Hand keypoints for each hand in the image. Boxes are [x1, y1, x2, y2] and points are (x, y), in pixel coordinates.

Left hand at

* * *

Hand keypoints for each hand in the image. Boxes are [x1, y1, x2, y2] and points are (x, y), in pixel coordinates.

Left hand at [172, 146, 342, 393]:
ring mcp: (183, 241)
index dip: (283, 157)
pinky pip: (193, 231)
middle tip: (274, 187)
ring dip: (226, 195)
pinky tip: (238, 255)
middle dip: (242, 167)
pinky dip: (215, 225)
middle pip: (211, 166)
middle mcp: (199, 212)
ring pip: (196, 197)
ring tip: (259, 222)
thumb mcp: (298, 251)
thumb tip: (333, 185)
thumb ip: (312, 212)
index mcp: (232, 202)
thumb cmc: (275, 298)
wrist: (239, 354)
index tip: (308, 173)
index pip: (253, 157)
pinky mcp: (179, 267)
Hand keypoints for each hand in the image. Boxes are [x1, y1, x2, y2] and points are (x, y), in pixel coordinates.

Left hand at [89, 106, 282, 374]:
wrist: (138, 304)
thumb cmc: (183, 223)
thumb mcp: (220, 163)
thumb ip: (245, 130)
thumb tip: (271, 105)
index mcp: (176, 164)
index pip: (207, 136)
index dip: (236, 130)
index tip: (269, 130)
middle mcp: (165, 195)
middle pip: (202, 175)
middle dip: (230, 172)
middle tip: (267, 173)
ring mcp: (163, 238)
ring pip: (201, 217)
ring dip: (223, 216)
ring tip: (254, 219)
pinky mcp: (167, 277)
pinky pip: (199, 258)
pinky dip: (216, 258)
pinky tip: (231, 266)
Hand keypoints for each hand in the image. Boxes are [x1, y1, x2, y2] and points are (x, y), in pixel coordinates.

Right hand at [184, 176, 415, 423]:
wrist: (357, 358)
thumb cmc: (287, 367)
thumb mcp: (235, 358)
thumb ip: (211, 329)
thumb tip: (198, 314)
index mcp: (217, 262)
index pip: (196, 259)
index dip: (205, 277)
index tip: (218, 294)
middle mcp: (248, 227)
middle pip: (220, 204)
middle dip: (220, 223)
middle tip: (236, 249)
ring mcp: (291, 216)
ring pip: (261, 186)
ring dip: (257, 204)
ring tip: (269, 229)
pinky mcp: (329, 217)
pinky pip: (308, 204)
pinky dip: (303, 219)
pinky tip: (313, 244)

§ **What you need to do**
Above are the records. Copy the lines beginning at the one that has "ring pip: (261, 186)" and ending with the one that has "pinky tip: (313, 244)", unchanged.

§ **Answer to this exercise**
ring pip: (261, 186)
ring dip: (257, 204)
ring tip: (269, 229)
pinky mcp: (329, 217)
pinky pip: (308, 204)
pinky dip: (303, 219)
pinky tip: (313, 244)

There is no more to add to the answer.